Der Hilfsplan der Gaza Stiftung mit Verteilzentren ausschließlich im Süden des Gazastreifens diene allein dem Vorhaben der israelischen Regierung, die Menschen aus dem Norden des Gazastreifens zu vertreiben, sagt UNICEF-Sprecher James Elder: "Israel hat deutlich gesagt, die Menschen in den Süden drängen zu wollen." Die private Stiftung soll die Menschen ködern. Wer Essen wolle, müsse in den Süden kommen. "Humanitäre Hilfe wird zur Waffe, um Menschen in die Falle zu locken - Menschen, die am Ende ihrer Kräfte sind und keine andere Wahl haben."
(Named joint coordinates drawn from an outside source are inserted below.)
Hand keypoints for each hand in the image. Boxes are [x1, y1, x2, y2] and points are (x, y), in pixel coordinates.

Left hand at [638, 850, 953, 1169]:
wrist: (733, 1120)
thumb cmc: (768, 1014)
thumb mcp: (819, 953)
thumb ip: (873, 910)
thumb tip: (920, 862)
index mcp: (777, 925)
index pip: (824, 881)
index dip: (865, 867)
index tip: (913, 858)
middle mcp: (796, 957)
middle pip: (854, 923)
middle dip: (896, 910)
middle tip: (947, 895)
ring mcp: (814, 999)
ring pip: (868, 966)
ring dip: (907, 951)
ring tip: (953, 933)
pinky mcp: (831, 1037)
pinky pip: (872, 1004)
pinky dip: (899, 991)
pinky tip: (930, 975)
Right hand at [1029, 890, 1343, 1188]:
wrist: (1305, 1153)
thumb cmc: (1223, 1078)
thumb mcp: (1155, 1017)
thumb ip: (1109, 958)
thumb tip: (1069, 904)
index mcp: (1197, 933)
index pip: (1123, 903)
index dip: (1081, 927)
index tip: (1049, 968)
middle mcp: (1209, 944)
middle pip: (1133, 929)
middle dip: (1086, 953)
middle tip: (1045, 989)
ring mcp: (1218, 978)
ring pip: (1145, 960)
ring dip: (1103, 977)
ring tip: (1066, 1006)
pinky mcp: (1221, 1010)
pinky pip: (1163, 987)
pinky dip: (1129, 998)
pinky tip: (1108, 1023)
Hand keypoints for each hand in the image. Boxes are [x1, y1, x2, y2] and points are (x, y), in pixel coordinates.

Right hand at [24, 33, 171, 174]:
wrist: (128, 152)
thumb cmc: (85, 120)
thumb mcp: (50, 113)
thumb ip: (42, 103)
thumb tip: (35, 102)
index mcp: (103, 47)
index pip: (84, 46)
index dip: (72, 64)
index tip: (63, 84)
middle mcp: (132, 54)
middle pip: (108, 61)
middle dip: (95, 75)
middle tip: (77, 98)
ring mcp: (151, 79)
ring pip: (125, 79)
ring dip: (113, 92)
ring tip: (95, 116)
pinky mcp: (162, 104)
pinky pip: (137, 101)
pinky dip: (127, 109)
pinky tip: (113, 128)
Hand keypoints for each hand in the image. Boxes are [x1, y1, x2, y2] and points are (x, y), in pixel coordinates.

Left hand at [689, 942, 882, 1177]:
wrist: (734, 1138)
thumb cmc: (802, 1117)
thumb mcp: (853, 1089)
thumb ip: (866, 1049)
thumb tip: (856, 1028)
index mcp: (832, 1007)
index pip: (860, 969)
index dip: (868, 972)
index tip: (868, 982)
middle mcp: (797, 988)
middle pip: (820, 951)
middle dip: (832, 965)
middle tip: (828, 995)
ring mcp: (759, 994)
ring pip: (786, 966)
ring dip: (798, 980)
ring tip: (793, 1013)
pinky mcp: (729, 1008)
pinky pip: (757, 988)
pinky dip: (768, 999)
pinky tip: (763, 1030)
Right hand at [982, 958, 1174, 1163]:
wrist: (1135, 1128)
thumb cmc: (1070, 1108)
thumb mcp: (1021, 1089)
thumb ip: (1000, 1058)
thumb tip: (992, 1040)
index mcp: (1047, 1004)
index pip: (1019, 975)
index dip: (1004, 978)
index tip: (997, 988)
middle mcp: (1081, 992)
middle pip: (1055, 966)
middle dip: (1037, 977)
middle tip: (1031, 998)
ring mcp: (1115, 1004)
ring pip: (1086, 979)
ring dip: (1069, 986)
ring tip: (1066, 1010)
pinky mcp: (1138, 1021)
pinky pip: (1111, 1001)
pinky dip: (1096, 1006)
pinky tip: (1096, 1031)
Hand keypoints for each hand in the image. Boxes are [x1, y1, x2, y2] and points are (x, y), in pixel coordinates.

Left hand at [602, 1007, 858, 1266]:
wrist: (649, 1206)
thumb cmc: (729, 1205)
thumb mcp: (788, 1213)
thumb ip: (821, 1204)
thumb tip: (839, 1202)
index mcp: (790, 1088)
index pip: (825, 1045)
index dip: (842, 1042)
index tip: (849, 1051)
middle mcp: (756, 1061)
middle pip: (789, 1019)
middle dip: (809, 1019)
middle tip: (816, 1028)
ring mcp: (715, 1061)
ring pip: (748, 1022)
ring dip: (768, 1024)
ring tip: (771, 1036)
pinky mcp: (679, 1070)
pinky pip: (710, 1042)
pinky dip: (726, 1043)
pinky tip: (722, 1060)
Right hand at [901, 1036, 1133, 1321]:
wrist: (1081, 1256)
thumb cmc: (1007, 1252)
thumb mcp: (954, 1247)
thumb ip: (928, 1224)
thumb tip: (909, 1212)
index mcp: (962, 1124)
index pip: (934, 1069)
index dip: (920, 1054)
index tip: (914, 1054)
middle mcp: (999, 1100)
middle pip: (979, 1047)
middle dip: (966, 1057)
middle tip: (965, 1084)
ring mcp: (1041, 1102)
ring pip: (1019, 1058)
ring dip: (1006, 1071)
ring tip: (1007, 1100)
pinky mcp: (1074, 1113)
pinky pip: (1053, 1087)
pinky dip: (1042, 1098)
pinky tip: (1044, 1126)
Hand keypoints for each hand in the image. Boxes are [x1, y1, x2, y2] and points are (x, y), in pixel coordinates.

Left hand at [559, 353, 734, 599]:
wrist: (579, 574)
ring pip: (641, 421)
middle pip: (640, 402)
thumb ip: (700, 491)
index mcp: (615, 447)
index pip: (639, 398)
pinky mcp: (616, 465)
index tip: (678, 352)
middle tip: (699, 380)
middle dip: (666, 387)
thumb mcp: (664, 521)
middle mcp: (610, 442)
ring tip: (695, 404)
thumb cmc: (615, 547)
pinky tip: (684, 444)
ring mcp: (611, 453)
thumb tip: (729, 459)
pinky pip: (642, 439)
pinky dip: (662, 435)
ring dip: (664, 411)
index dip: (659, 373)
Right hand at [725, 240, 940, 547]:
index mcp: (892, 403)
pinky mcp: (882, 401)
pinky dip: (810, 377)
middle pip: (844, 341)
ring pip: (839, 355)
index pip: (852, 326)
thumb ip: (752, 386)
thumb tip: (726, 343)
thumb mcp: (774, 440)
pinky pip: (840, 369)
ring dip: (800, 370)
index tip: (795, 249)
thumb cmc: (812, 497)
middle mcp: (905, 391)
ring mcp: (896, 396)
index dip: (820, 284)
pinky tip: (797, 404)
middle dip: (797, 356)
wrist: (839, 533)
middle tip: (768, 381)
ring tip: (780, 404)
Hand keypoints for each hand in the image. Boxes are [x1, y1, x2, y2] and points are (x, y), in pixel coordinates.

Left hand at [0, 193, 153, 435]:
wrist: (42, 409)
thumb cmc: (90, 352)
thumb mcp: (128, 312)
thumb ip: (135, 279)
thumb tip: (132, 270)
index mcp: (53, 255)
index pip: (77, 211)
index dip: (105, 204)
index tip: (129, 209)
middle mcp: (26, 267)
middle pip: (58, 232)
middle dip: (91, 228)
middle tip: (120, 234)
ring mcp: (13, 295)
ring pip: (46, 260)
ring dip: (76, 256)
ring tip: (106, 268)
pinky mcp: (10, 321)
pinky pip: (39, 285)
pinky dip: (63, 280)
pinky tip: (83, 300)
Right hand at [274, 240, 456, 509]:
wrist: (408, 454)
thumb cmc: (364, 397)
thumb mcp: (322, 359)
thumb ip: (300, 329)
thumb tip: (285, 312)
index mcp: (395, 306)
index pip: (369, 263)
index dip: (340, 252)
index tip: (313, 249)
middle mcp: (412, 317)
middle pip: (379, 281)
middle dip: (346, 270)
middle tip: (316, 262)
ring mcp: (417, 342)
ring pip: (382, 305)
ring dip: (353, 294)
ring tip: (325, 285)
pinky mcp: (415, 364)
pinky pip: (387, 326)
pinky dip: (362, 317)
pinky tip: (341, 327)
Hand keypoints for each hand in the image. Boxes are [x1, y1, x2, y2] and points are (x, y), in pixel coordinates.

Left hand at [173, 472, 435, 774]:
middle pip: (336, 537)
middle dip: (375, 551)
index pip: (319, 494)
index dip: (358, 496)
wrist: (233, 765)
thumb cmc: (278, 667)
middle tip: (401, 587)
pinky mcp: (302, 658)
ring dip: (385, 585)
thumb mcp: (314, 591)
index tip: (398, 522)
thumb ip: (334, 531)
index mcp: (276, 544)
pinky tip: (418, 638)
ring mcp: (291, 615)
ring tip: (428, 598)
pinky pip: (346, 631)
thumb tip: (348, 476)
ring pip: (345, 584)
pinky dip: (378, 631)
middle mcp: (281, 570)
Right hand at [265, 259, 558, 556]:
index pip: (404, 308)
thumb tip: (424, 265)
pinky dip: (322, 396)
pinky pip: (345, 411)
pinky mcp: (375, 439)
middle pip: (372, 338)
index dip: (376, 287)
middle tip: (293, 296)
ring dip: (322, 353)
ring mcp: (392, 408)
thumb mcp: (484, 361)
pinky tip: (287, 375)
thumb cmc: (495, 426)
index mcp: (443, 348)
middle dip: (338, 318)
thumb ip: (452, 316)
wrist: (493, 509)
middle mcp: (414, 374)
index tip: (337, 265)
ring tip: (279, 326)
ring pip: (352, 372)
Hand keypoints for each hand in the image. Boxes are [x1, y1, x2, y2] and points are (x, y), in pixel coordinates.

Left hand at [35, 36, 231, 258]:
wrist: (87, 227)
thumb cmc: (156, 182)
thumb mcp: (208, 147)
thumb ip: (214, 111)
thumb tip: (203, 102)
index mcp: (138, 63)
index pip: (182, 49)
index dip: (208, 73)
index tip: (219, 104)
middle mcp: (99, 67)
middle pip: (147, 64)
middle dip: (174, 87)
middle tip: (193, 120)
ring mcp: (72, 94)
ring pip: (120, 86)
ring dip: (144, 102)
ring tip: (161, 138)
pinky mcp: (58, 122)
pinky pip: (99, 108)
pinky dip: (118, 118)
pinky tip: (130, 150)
Seit dem Ende der Waffenruhe zwischen Israel und der islamistischen Terrororganisation Hamas im März sind laut dem Global CCCM Cluster insgesamt etwa 616.000 Menschen im Gazastreifen in die Flucht getrieben worden. Rund 80 Prozent des von Israel angegriffenen Küstengebietes seien Sperrgebiet oder von Räumungsanordnungen betroffen, hieß es. Laut den Vereinten Nationen ist die komplette Bevölkerung des Gazastreifens von einer Hungersnot bedroht.
Beschwerde gegen die GHF
Nachdem wochenlang UN-Organisationen am Helfen gehindert wurden, sei der Plan der Gaza Humanitarian Foundation ein Frontalangriff auf das seit dem Zweiten Weltkrieg aufgebaute System internationaler Hilfen, sagt Julie Billaut: "Die Zukunft humanitärer Einsätze ist in Gefahr - jedenfalls so, wie wir sie bisher kannten: unparteiisch und nach den Richtlinien des humanitären Völkerrechts."
Die NGO Trial International, die weltweit für internationales Recht und Gerechtigkeit kämpft, hat bei der Schweizer Regierung Beschwerde eingereicht. Die Genfer Stiftung müsse überprüft werden - zumal die Schweiz als sogenannter Depositarstaat der Genfer Konventionen besonders verpflichtet sei, das humanitäre Völkerrecht zu schützen, so Trial International-Direktor Philip Grant, Jurist und Völkerrechtler.
Behörden leiten Ermittlungen ein
Im Gaza-Krieg hätten viele ihren moralischen Kompass verloren, sagt Grant. "Wenn schon Moral und Anstand kein Thema mehr sind, müssen wir an die Basis zurück - das Gesetz." Die Schweiz solle nicht, sie müsse prüfen, ob diese intransparente Stiftung die Genfer Konventionen respektiere.
Die Schweizer Behörden haben nun Ermittlungen eingeleitet. Die Genfer Gaza Stiftung habe weder ein Bankkonto noch Mitglieder mit Wohnsitz in der Schweiz, sagte ein Sprecher des Innenministeriums. Man habe sie nun aufgefordert, die Situation zu klären. An welche Adresse die Aufforderung ging, sagte der Sprecher nicht.